Mucho se habla sobre la histórica nominación de Hillary Clinton como candidata presidencial, pero se olvida sobre cuán viable es que las mujeres comunes y corrientes tengan las mismas oportunidades que hombres en obtener un buen salario y un trato igual en el espacio laboral. Sabemos que Hillary puede ser la próxima presidenta ante un Trump que está cayendo en las encuestas.
No será ni la primera ni la única en las Américas, porque ya América Latina ha dado cátedra en elegir mujeres como jefes de estado. De hecho ya en el siglo XX teníamos a Mireya Moscoso en Panamá, Violeta Chamorro en Nicaragua y los interinatos de Isabel Perón y Lydia Tejada en Argentina y Bolivia respectivamente.
Llegada al poder de un miembro del sector marginado no es sinónimo de un automático cambio profundo en las políticas públicas y en el imaginario del sector corporativo sobre el rol de estos grupos en la sociedad.
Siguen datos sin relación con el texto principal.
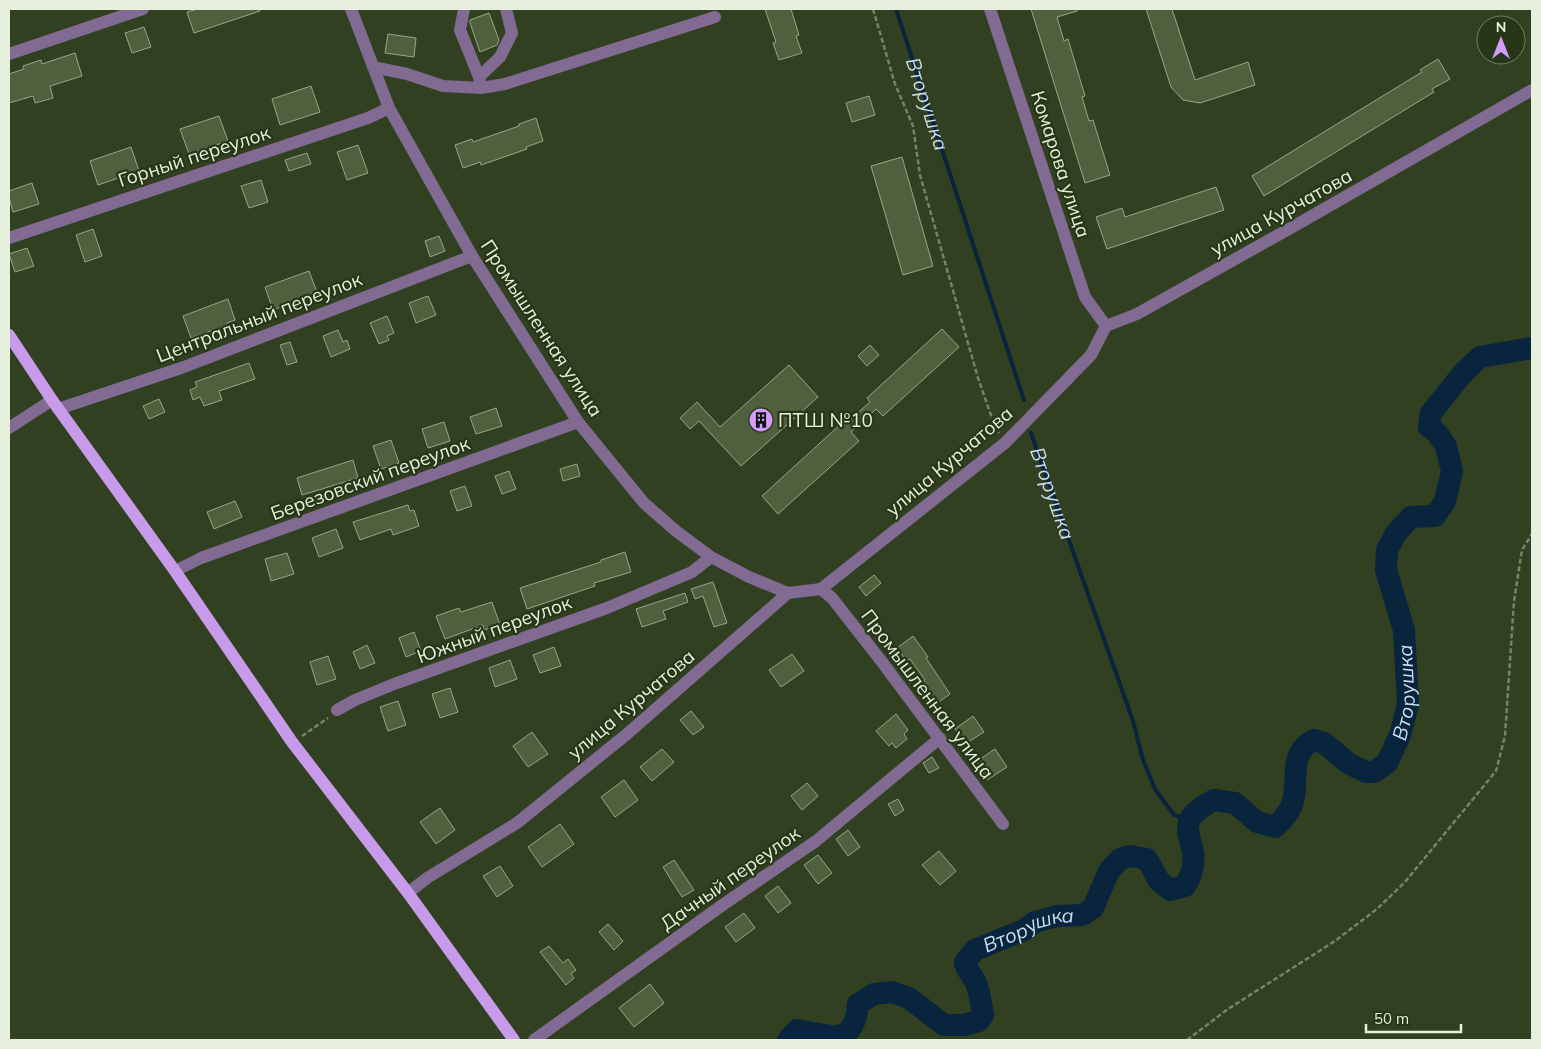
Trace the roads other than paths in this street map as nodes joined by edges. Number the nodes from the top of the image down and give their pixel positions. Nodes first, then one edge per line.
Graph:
1 (143, 9) edge
2 (351, 9) edge
3 (464, 9) edge
4 (506, 9) edge
5 (990, 9) edge
6 (715, 17) dead end
7 (9, 54) edge
8 (374, 67) junction
9 (480, 83) junction
10 (1532, 90) edge
11 (389, 108) junction
12 (9, 238) edge
13 (472, 256) junction
14 (1106, 326) junction
15 (9, 335) edge
16 (55, 405) junction
17 (578, 422) junction
18 (9, 428) edge
19 (711, 557) junction
20 (175, 571) junction
21 (820, 589) junction
22 (788, 593) junction
23 (337, 710) road end
24 (940, 738) junction
25 (1003, 824) dead end
26 (408, 893) junction
27 (514, 1040) edge
28 (534, 1040) edge

1 - 7 street
2 - 8 street, Промышленная улица
3 - 9 street
4 - 9 street
5 - 14 street, Комарова улица
6 - 9 street
8 - 9 street
8 - 11 street, Промышленная улица
10 - 14 street, улица Курчатова
11 - 12 street, Горный переулок
11 - 13 street, Промышленная улица
13 - 16 street, Центральный переулок
13 - 17 street, Промышленная улица
14 - 21 street, улица Курчатова
15 - 16 main road
16 - 18 street, Центральный переулок
16 - 20 main road
17 - 19 street, Промышленная улица
17 - 20 street, Березовский переулок
19 - 22 street, Промышленная улица
19 - 23 street, Южный переулок
20 - 26 main road
21 - 22 street
21 - 24 street, Промышленная улица
22 - 26 street, улица Курчатова
24 - 25 street, Промышленная улица
24 - 28 street, Дачный переулок
26 - 27 main road

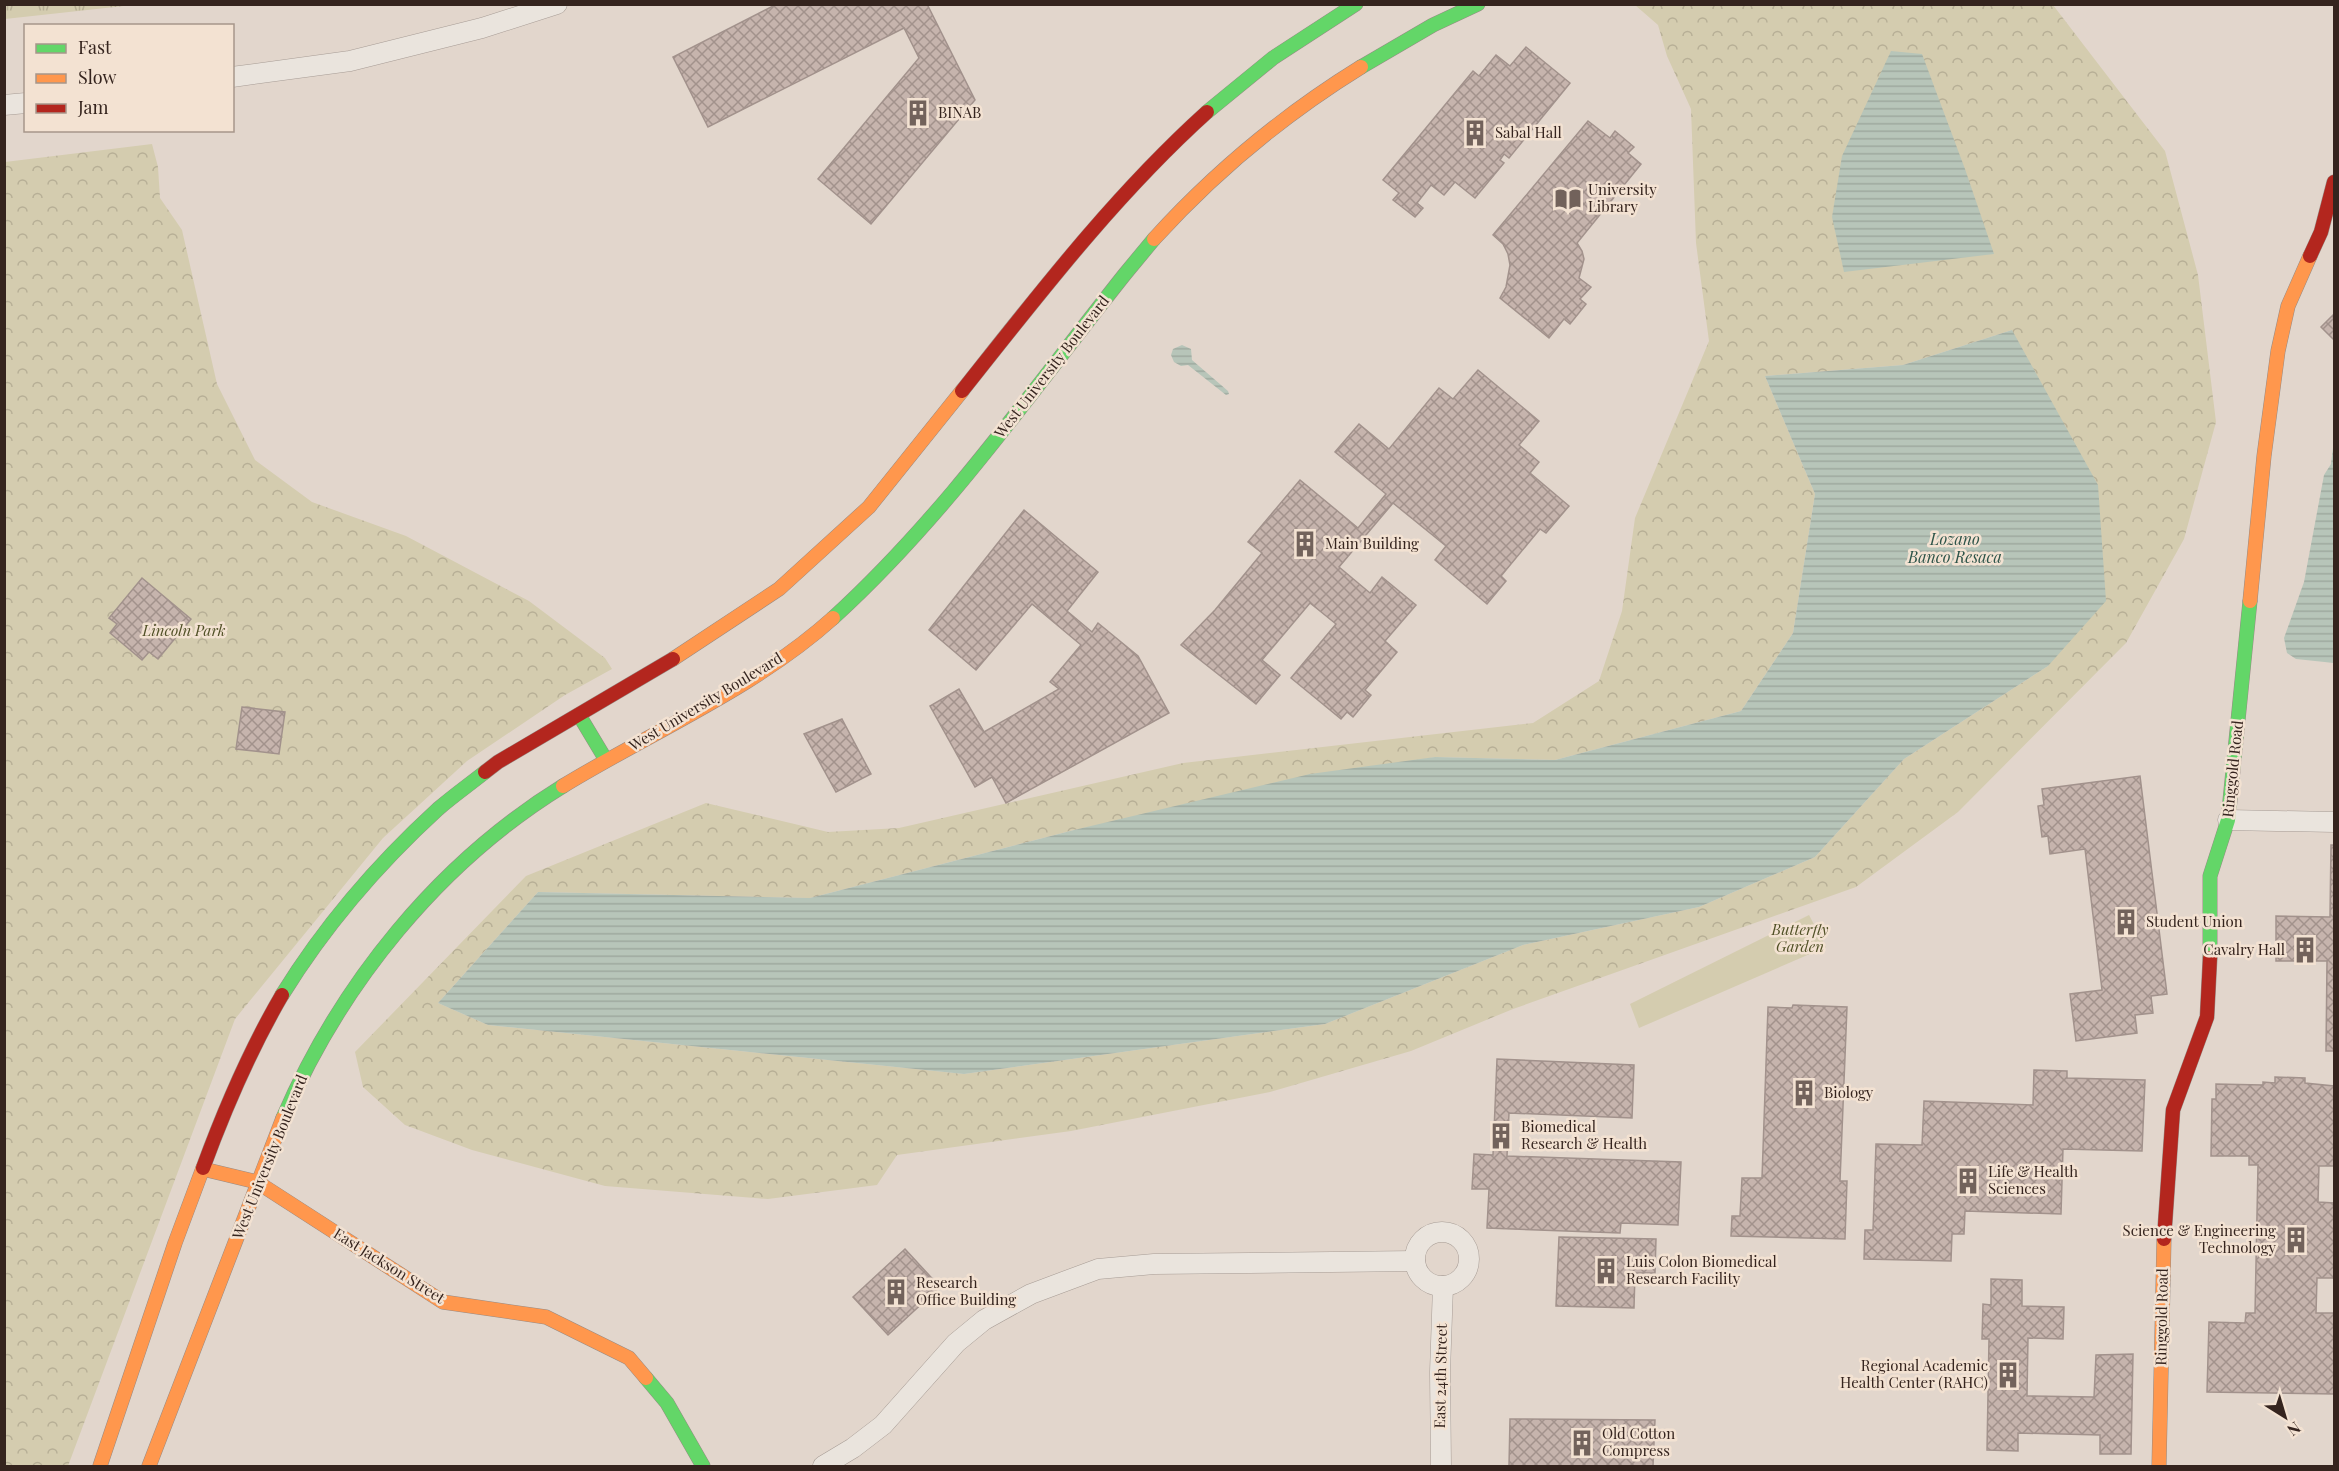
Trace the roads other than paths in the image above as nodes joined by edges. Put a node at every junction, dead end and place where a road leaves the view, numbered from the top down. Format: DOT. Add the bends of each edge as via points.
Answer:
graph roads {
  1 [pos="557,4"];
  2 [pos="1356,4"];
  3 [pos="1478,4"];
  4 [pos="234,77"];
  5 [pos="24,103"];
  6 [pos="4,105"];
  7 [pos="2334,182"];
  8 [pos="579,715"];
  9 [pos="606,760"];
  10 [pos="2228,820"];
  11 [pos="2334,822"];
  12 [pos="203,1168"];
  13 [pos="257,1182"];
  14 [pos="1415,1261"];
  15 [pos="1443,1286"];
  16 [pos="100,1467"];
  17 [pos="149,1467"];
  18 [pos="703,1467"];
  19 [pos="823,1467"];
  20 [pos="1441,1467"];
  21 [pos="2159,1467"];
  1 -- 4 [label="street" via="482,28 350,61"];
  2 -- 8 [label="main road" via="1273,58 1170,145 1066,261 869,507 779,589 690,649"];
  3 -- 9 [label="main road, West University Boulevard" via="1388,51 1336,84 1269,133 1208,185 1155,237 922,531 826,624 736,687"];
  5 -- 6 [label="street"];
  7 -- 10 [label="main road, Ringgold Road" via="2321,232 2288,306 2278,351"];
  8 -- 9 [label="main road"];
  8 -- 12 [label="main road" via="498,762 440,808 346,907 296,973 261,1031"];
  9 -- 13 [label="main road, West University Boulevard" via="514,819 455,870 372,963 337,1013 297,1086"];
  10 -- 11 [label="street"];
  10 -- 21 [label="main road, Ringgold Road" via="2210,876 2207,1017 2173,1110 2164,1236"];
  12 -- 13 [label="main road, East Jackson Street"];
  12 -- 16 [label="main road"];
  13 -- 17 [label="main road, West University Boulevard"];
  13 -- 18 [label="main road, East Jackson Street" via="443,1302 546,1317 629,1358 667,1403"];
  14 -- 15 [label="street" via="1424,1279"];
  14 -- 15 [label="street" via="1419,1245 1432,1234 1449,1233 1463,1242 1468,1266 1459,1280"];
  14 -- 19 [label="street" via="1154,1264 1098,1269 1031,1294 984,1320 956,1343 883,1425"];
  15 -- 20 [label="street, East 24th Street"];
}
A ver si nuestros hermanos indios del Perú no siguen sufriendo de la marginación, esto a pesar de las presidencias de Alejandro Toledo y Humala.
Y aun cuando ambos presidentes tuvieran las intenciones por hacer algo, en esencia se necesita un cambio de régimen sobre el tratamiento institucional que se les ha dado a este sector valioso de nuestras naciones. Aun cuando cifras del Banco Mundial reportan que en la región latinoamericana hubo una mejora en acceso a la sanidad de estos grupos, la realidad es que casi seguro que muchos de ellos sigan viviendo en un nivel de pobreza.
Cuando Chile y Brasil han tenido jefas de estado, la verdad es que esa gesta no se ha transformado en igualdad salarial para las chilenas y brasileñas. El caso de estas últimas es alarmante cuando una mujer gana $48 por cada dólar que obtiene un hombre. Mientras que en Chile existe una ley de remuneración igualitaria, esto no ha impedido que ocupe la cola en la región en desigualdad salarial, según datos del Foro Económico Mundial.
Pero más allá de caer en la liturgia y el discurso de la igualdad en el poder político, hay que concentrarse más en el impacto en los ciudadanos de a pie. Cuando miramos las estadísticas de la relación entre salarios y géneros. Vemos que en nuestra región hubo una reducción significativa en la brecha salarial entre hombres y mujeres. En 1990 las mujeres solo cobraban el 71% del dinero que cobraban los hombres. Mientras que para 2014 esa cifra pasó al 84%, esto según informes de la CEPAL.
No hay dudas que vemos una luz de esperanza en reducir la brecha entre los dos géneros, pero es un imperativo que gobiernos se comprometan a fomentar un mayor acceso a todos los sectores de la sociedad. Porque sabemos que nuestras sociedades hay un nivel de marginación evidente hacia ciertos tipos de ciudadanos que han sido estereotipados bajo una percepción de inferioridad.
Inclusive la presidencia de Obama ha reconocido que las féminas estadounidenses cobran en promedio unos 79 centavos por cada dólar que se gana un hombre. La desigualdad es un atasco difícil y complejo de atacar, pero aun así debe resultar inaceptable que a una persona se le pague menos por su raza, sexo o religión. Aun así, el resultado del empoderamiento femenino resulta más en la capacidad individual de crecer y desarrollarse con herramientas provistas por el entorno adecuado que debe crear el Estado para ello.
Cuando es la paga igualitaria, el principal estribillo de los progresistas también hay que hablar de quitarnos de la mente sobre la hegemonía discursiva patriarcal sobre la patética expresión “cada género tiene su profesión”. Porque para pensar en igualdad, hay que derrumbar la actitud machista que aún sigue perseverando en muchos de los aparatos ideológicos del Estado.